No one knows what will happen. Omar has a chance of getting the support of the Puntland President, Abdiweli Mohamed Ali Gaas, as the latter decided not to campaign for the national presidency, but Abdirahman could not get a seat in parliament and won’t have much clan support for what looks like a personal quest after his failed attempt in 2012 elections.
Ethiopia will quietly endorse Hassan Sheikh. Addis Ababa has the greatest control over Somali politics today and a warm relationship with Hassan Sheikh’s inner circle.
Kenya would prefer Omar Abdirashid but won’t be able to spend much money to help him. This is partly because the anti-corruption campaign in Kenya is gaining momentum and, more importantly, Kenya’s elections next year are going to be heavily-contested and war chests will need to be as full as possible. Uganda and South Africa like Sheikh Sharif Sheikh Ahmed, but they cannot influence the process without investing heavily.
 US Al Shabaab joins the US rogues’ gallery
President Barack Obama formally declared Al Haraka al Shabaab al Mujahideen an enemy on 27 November, according to an authoritative report in the New York Times. The designation makes them part of the armed conflict that Congress authorised against the perpetrators of 9/11 terrorist attacks, The move is intended to shore up the legal basis for an intensifying campaign of airstrikes and other counterterrorism operations which will involve US troops on the ground and operations undertaken not solely in support of the local armed forces. US commanders have already warned of an increase in unilateral operations by their armed forces.
The US government’s motivation is threefold. Firstly, the African Union’s African Mission in Somalia’s force seems weaker now than for several years. Some attribute this to effective Al Shabaab operations, fatigue and low morale, others to the cuts in the European Union’s subsidy of the soldiers’ wages.
One purely military reason for greater involvement by the US in Somalia is to fill the vacuum left by Ethiopia’s withdrawal of thousands of its troops. Ethiopia needs them to deal with civil unrest at home, but it is also happy to send a message to the world that its role in Somalia is indispensable.

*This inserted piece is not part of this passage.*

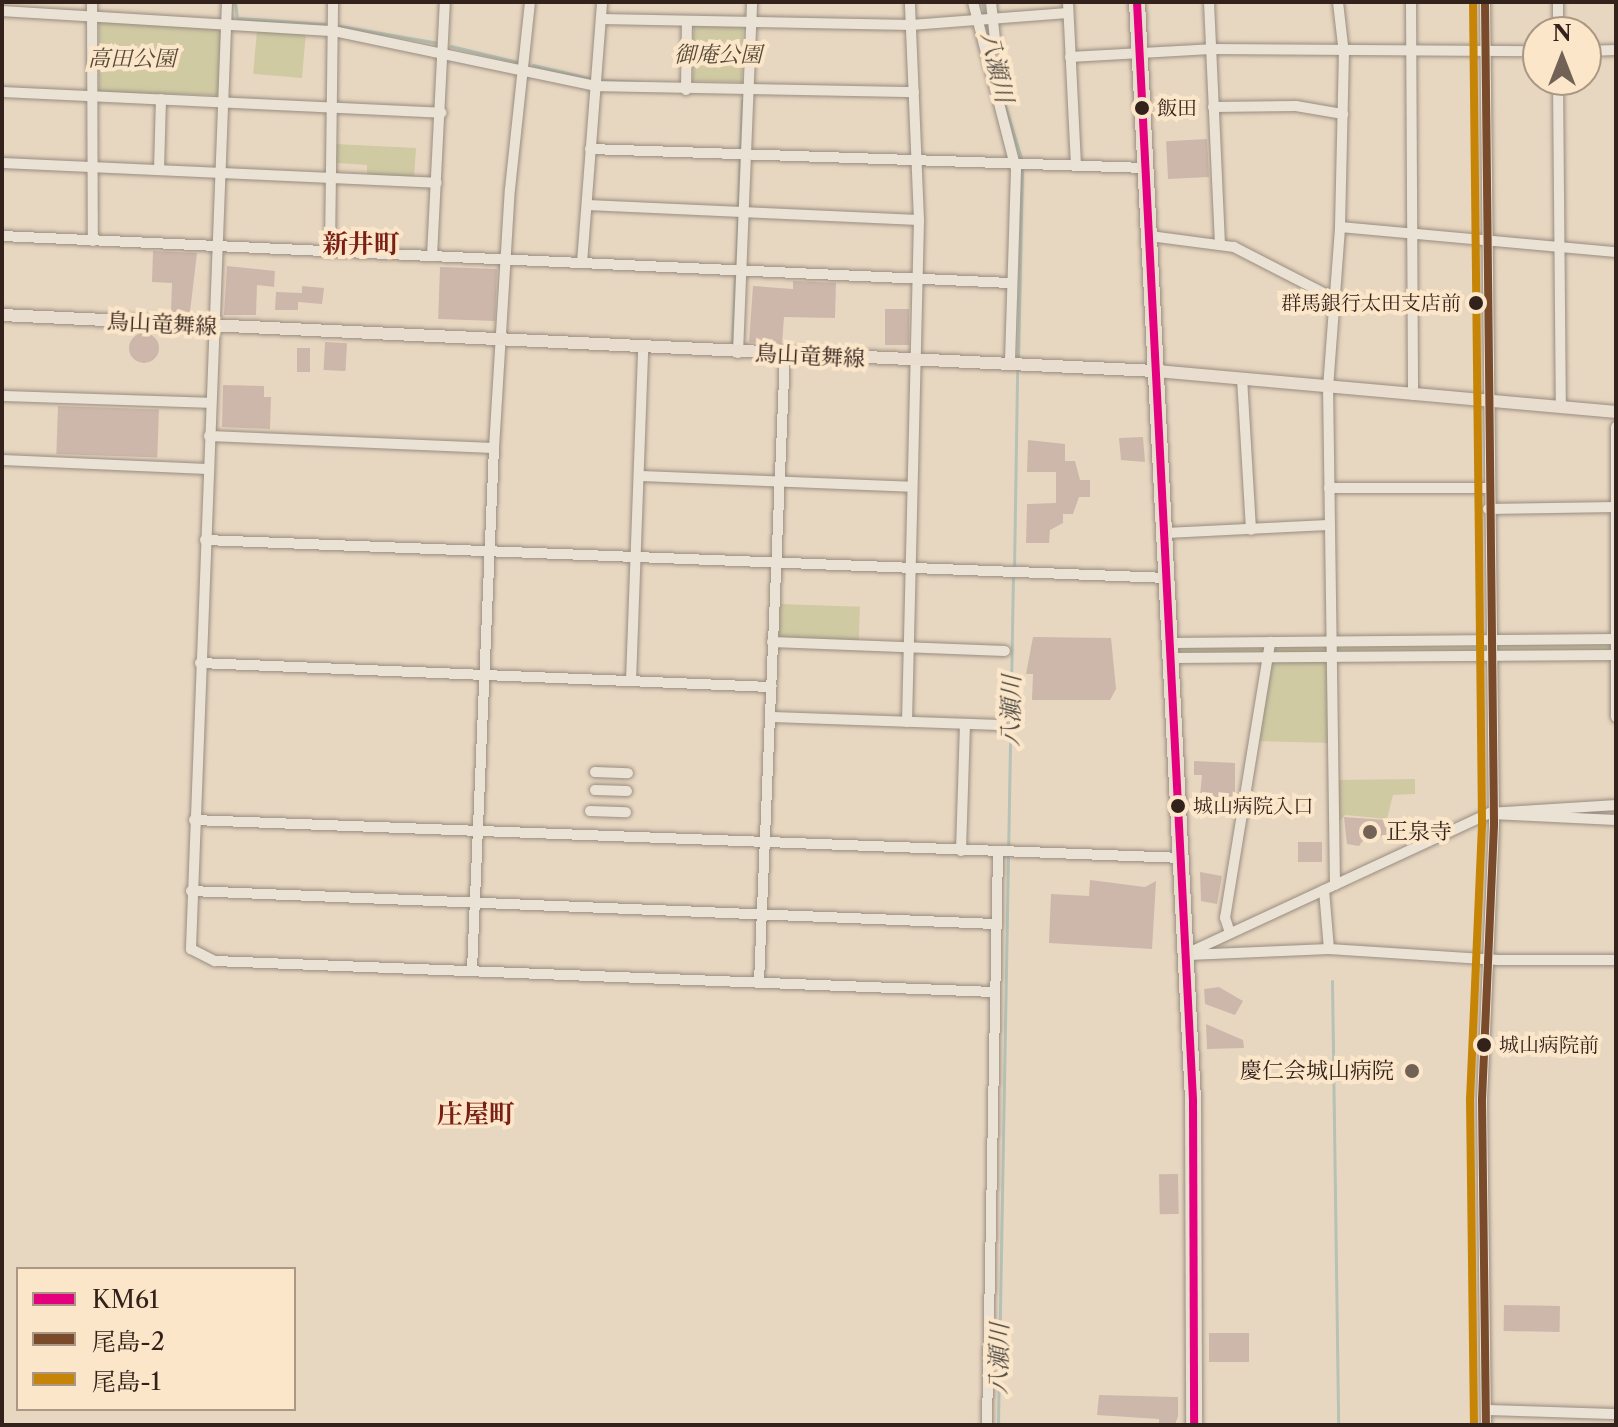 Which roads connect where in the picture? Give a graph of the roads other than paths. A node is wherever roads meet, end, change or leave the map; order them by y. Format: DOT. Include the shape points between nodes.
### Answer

A third reason is that the Somali Special Forces who have been trained by the Pentagon’s US Africa Command have been having good results on the ground but still need US support. Expectations are high for the new Somali force. The new Obama policy is also a way to narrow the gap between his own counter-terrorism policy and whatever President-elect Donald Trump may decide concerning fighting jihadists in Africa.